The internal crash sensors 102 may be oriented in different
directions to sense forces in multiple directions. For example, an
accelerometer may be configured to measure a longitudinal
acceleration or force that may result from an impact to the front
of the vehicle. An accelerometer may be configured to measure a
lateral acceleration or force that may result from an impact on the
side of the vehicle 100.
[0019] Further, the internal crash sensors 102 may be located at
different positions within the vehicle 100 to detect a collision
with different parts of the vehicle 100. The inflator module 104
may further include a controller 112. The internal crash sensors
102 may be electrically coupled to the controller 112.
[0020] The inflator module 104 may include an inflator unit 108.
The inflator unit 108 may include a storage module 114 to store a
mix of chemical compounds that are used for inflating the
deployable metal bag 106. The chemical compounds may be selected to
cause a rapid chemical reaction that creates gas. For example, a
mixture of NaN.sub.3, KNO.sub.3, and SiO.sub.2 may be used which
produces N.sub.2 gas when heated. The inflator unit 108 may include
an electric ignitor 110 to trigger a temperature increase to
initiate the rapid chemical reaction. Other compounds capable of
creating a gas may be used without limitation.

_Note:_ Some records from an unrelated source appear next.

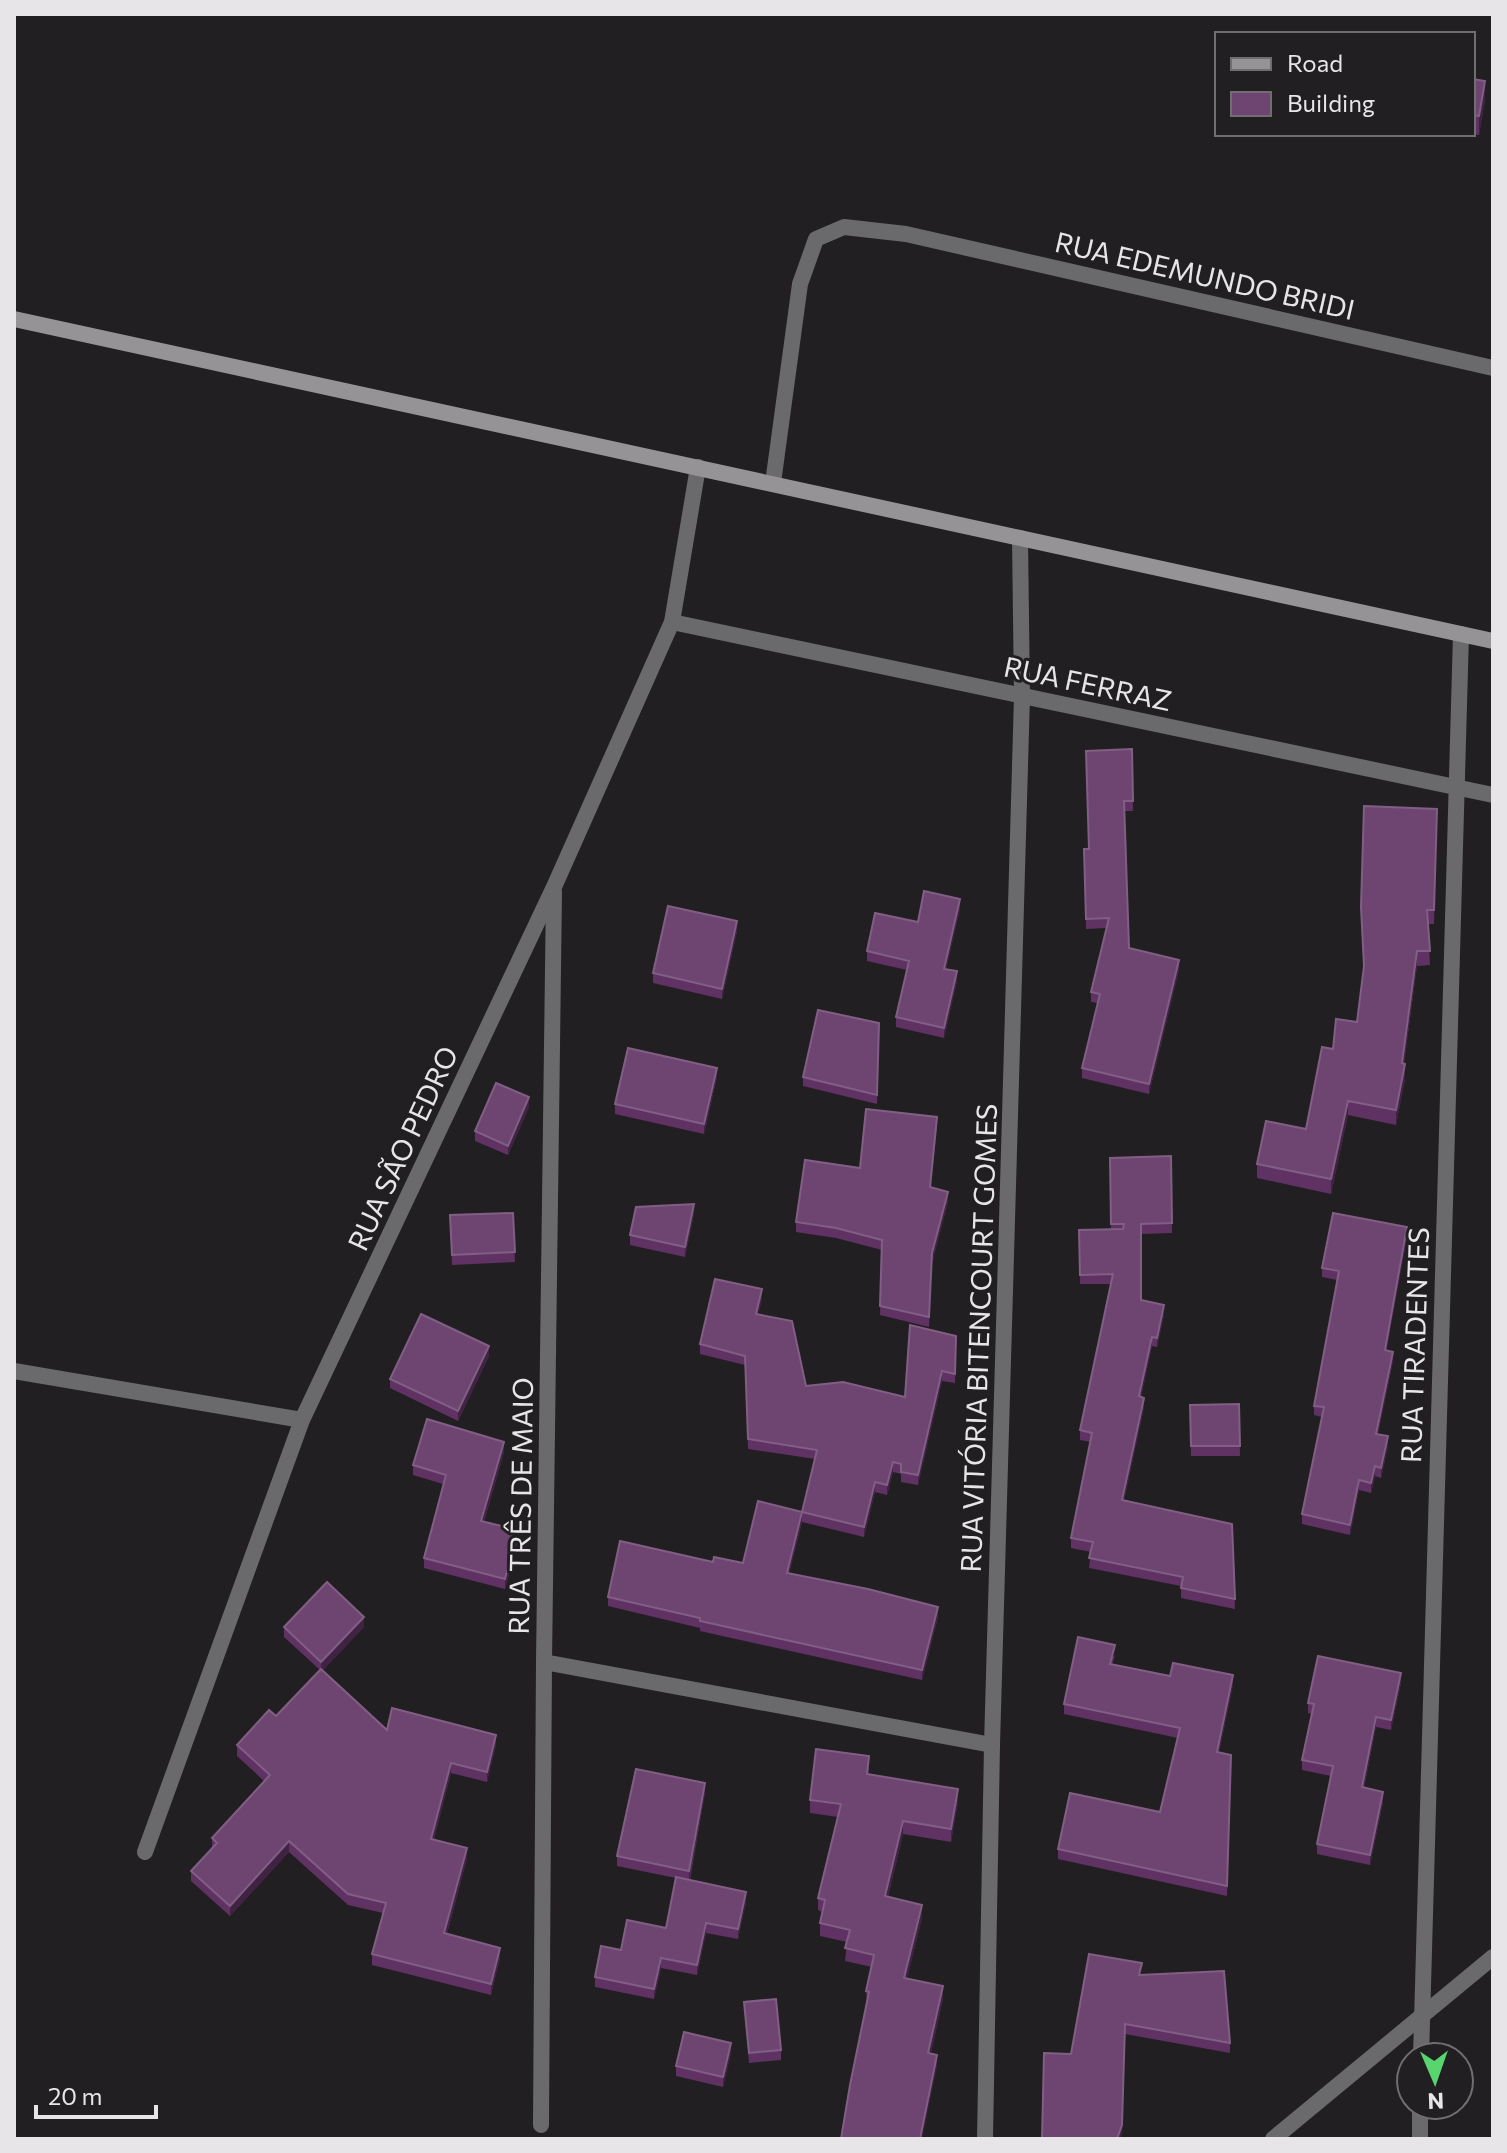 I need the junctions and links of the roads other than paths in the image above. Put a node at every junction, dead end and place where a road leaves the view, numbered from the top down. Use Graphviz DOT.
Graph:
graph roads {
  1 [pos="14,319"];
  2 [pos="1493,368"];
  3 [pos="698,467"];
  4 [pos="773,483"];
  5 [pos="1020,538"];
  6 [pos="672,622"];
  7 [pos="1461,634"];
  8 [pos="1493,641"];
  9 [pos="1022,696"];
  10 [pos="1455,787"];
  11 [pos="1493,795"];
  12 [pos="554,887"];
  13 [pos="14,1371"];
  14 [pos="302,1420"];
  15 [pos="544,1662"];
  16 [pos="992,1745"];
  17 [pos="145,1852"];
  18 [pos="1493,1957"];
  19 [pos="1421,2015"];
  20 [pos="1421,2041"];
  21 [pos="541,2125"];
  22 [pos="985,2139"];
  23 [pos="1273,2139"];
  1 -- 3 [label="main road"];
  2 -- 4 [label="street, RUA EDEMUNDO BRIDI"];
  3 -- 4 [label="main road"];
  3 -- 6 [label="street, RUA SÃO PEDRO"];
  4 -- 5 [label="main road"];
  5 -- 7 [label="main road"];
  5 -- 9 [label="street, RUA VITÓRIA BITENCOURT GOMES"];
  6 -- 9 [label="street, RUA FERRAZ"];
  6 -- 12 [label="street, RUA SÃO PEDRO"];
  7 -- 8 [label="main road"];
  7 -- 10 [label="street, RUA TIRADENTES"];
  9 -- 10 [label="street, RUA FERRAZ"];
  9 -- 16 [label="street, RUA VITÓRIA BITENCOURT GOMES"];
  10 -- 11 [label="street, RUA FERRAZ"];
  10 -- 19 [label="street, RUA TIRADENTES"];
  12 -- 14 [label="street, RUA SÃO PEDRO"];
  12 -- 15 [label="street, RUA TRÊS DE MAIO"];
  13 -- 14 [label="street"];
  14 -- 17 [label="street, RUA SÃO PEDRO"];
  15 -- 16 [label="street"];
  15 -- 21 [label="street, RUA TRÊS DE MAIO"];
  16 -- 22 [label="street, RUA VITÓRIA BITENCOURT GOMES"];
  18 -- 19 [label="street"];
  19 -- 20 [label="street, RUA TIRADENTES"];
  19 -- 23 [label="street"];
} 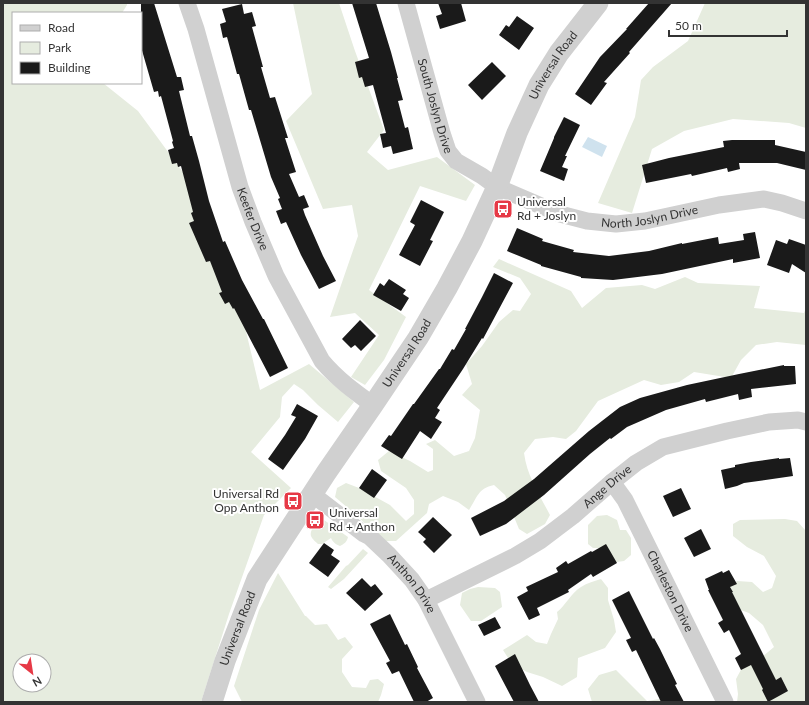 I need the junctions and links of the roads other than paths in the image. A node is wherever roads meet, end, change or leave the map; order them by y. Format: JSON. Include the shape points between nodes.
{"nodes":[{"id":1,"x":188,"y":3,"type":"edge"},
{"id":2,"x":406,"y":3,"type":"edge"},
{"id":3,"x":598,"y":3,"type":"edge"},
{"id":4,"x":496,"y":187,"type":"junction"},
{"id":5,"x":806,"y":211,"type":"edge"},
{"id":6,"x":373,"y":405,"type":"junction"},
{"id":7,"x":806,"y":422,"type":"edge"},
{"id":8,"x":612,"y":482,"type":"junction"},
{"id":9,"x":312,"y":494,"type":"junction"},
{"id":10,"x":426,"y":600,"type":"junction"},
{"id":11,"x":212,"y":702,"type":"edge"},
{"id":12,"x":477,"y":702,"type":"edge"},
{"id":13,"x":726,"y":702,"type":"edge"}],
"edges":[{"from":1,"to":6,"type":"street","name":"Keefer Drive","via":[[242,194],[276,276],[322,361],[347,386]]},
{"from":2,"to":4,"type":"street","name":"South Joslyn Drive","via":[[448,151],[456,161]]},
{"from":3,"to":4,"type":"street","name":"Universal Road","via":[[559,53],[539,85],[516,133]]},
{"from":4,"to":5,"type":"street","name":"North Joslyn Drive","via":[[560,214],[587,221],[612,223],[645,222],[719,205],[764,199]]},
{"from":4,"to":6,"type":"street","name":"Universal Road","via":[[447,288],[418,338]]},
{"from":6,"to":9,"type":"street","name":"Universal Road"},
{"from":7,"to":8,"type":"street","name":"Ange Drive","via":[[769,422],[663,447],[636,463]]},
{"from":8,"to":10,"type":"street","name":"Ange Drive","via":[[540,541]]},
{"from":8,"to":13,"type":"street","name":"Charleston Drive","via":[[625,500]]},
{"from":9,"to":10,"type":"street","name":"Anthon Drive","via":[[385,550]]},
{"from":9,"to":11,"type":"street","name":"Universal Road","via":[[257,579]]},
{"from":10,"to":12,"type":"street","name":"Anthon Drive"}]} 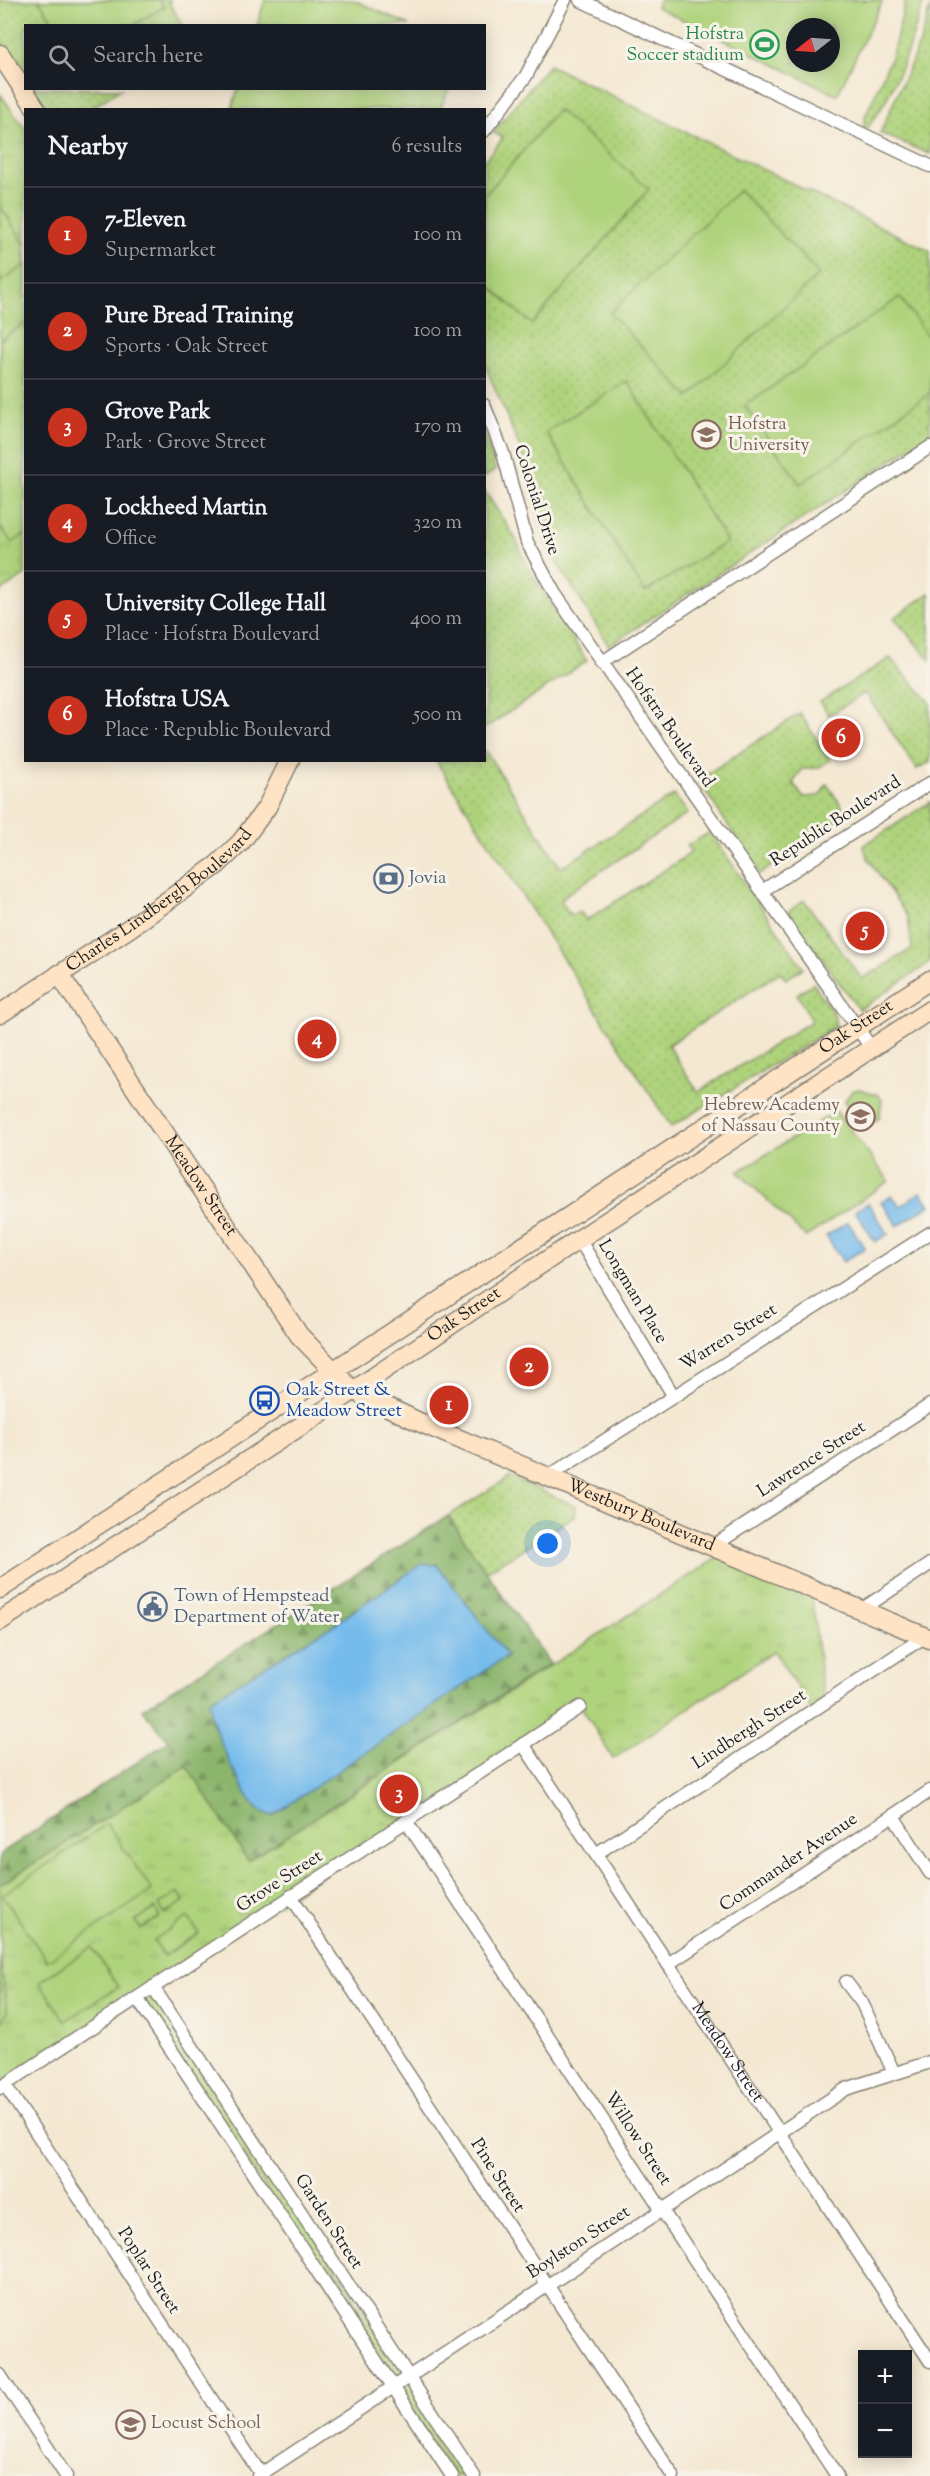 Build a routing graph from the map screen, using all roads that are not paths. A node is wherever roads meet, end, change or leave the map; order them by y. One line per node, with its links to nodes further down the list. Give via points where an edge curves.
1 (565, 0): 5 (street, via 526,76)
2 (580, 0): 6 (street)
3 (0, 54): 4 (street)
4 (36, 108)
5 (486, 128)
6 (930, 166)
7 (486, 410): 9 (street, Colonial Drive, via 503,453 527,543)
8 (930, 447): 9 (street, Hofstra Boulevard)
9 (601, 663): 12 (street, Hofstra Boulevard)
10 (289, 762): 13 (street, Charles Lindbergh Boulevard, via 267,807 217,866)
11 (930, 783): 12 (street, Republic Boulevard)
12 (762, 891): 17 (street, Hofstra Boulevard)
13 (58, 974): 16 (street, Charles Lindbergh Boulevard); 22 (street, Meadow Street, via 300,1335)
14 (930, 980): 17 (street, Oak Street)
15 (930, 1010): 18 (street, Oak Street)
16 (0, 1014)
17 (857, 1029): 18 (street, Hofstra Boulevard); 22 (street, Oak Street)
18 (872, 1049): 20 (street, Oak Street)
19 (930, 1233): 24 (street, Warren Street)
20 (579, 1239): 21 (street, Oak Street); 24 (street, Longman Place)
21 (389, 1366): 23 (street, Oak Street); 26 (street, via 382,1383)
22 (334, 1373): 23 (street, Meadow Street); 28 (street, Oak Street)
23 (352, 1390): 26 (street, Westbury Boulevard); 29 (street, Oak Street)
24 (673, 1395): 27 (street, Warren Street)
25 (930, 1405): 30 (street, Lawrence Street)
26 (395, 1411): 27 (street, Westbury Boulevard)
27 (549, 1476): 30 (street, Westbury Boulevard)
28 (125, 1505): 29 (street); 32 (street, Oak Street)
29 (142, 1529): 34 (street, Oak Street)
30 (713, 1546): 33 (street, Westbury Boulevard)
31 (930, 1564): 33 (street)
32 (0, 1589)
33 (861, 1610): 35 (street, Westbury Boulevard)
34 (0, 1621)
35 (927, 1638): 41 (street, Lindbergh Street)
36 (580, 1707): 37 (street, Grove Street)
37 (523, 1744): 40 (street, Grove Street); 41 (street, Meadow Street)
38 (930, 1791): 39 (street, Commander Avenue)
39 (893, 1816): 42 (street); 44 (street, Commander Avenue)
40 (406, 1821): 43 (street, Grove Street); 52 (street, Willow Street)
41 (596, 1854): 44 (street, Meadow Street)
42 (930, 1873)
43 (291, 1896): 46 (street, Grove Street); 55 (street, Pine Street)
44 (668, 1964): 51 (street, Meadow Street)
45 (846, 1982): 49 (street, via 862,2003)
46 (153, 1987): 47 (street, Grove Street); 53 (street, Garden Street)
47 (137, 1998): 50 (street, Grove Street); 54 (street, Garden Street)
48 (930, 2062): 49 (street, Boylston Street)
49 (894, 2073): 51 (street, Boylston Street, via 846,2089)
50 (2, 2086): 61 (street, Poplar Street)
51 (779, 2133): 52 (street, Boylston Street); 56 (street, Meadow Street)
52 (662, 2210): 55 (street, Boylston Street); 65 (street, Willow Street)
53 (326, 2252): 54 (street); 58 (street, Garden Street)
54 (312, 2263): 59 (street, Garden Street)
55 (548, 2286): 58 (street, Boylston Street); 64 (street, Pine Street)
56 (930, 2361)
57 (0, 2375): 60 (street)
58 (409, 2377): 59 (street, Boylston Street); 63 (street, Garden Street)
59 (393, 2387): 61 (street, Boylston Street); 62 (street, Garden Street)
60 (66, 2476)
61 (260, 2476)
62 (452, 2476)
63 (474, 2476)
64 (673, 2476)
65 (837, 2476)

[0021] The controller 112 may be electrically coupled to the
electric ignitor 110 and may be configured to energize the electric
ignitor 110 under certain conditions. The controller 112 may
include driver circuitry to provide a current to the electric
ignitor 110. The controller 112 may include a microprocessor along
with volatile and non-volatile memory. The controller 112 may
include circuitry to interface to the internal crash sensors
102.
[0022] The controller 112 may process the signals from the internal
crash sensors 102 to determine when to inflate the deployable metal
bag 106. For example, when an acceleration value exceeds a
predetermined acceleration threshold that is indicative of a
collision, the controller 112 may trigger inflation of the
deployable metal bag 106. The inflator module 104 may be configured
to inflate the deployable metal bag 106 to a predetermined pressure
within a predetermined time. For example, the inflator module 104
may be configured to inflate the deployable metal bag 106 to a
pressure of 70-100 psi in 40 milliseconds.
[0023] The controller 112 may be electrically coupled to a vehicle
network 116. For example, a Controller Area Network (CAN)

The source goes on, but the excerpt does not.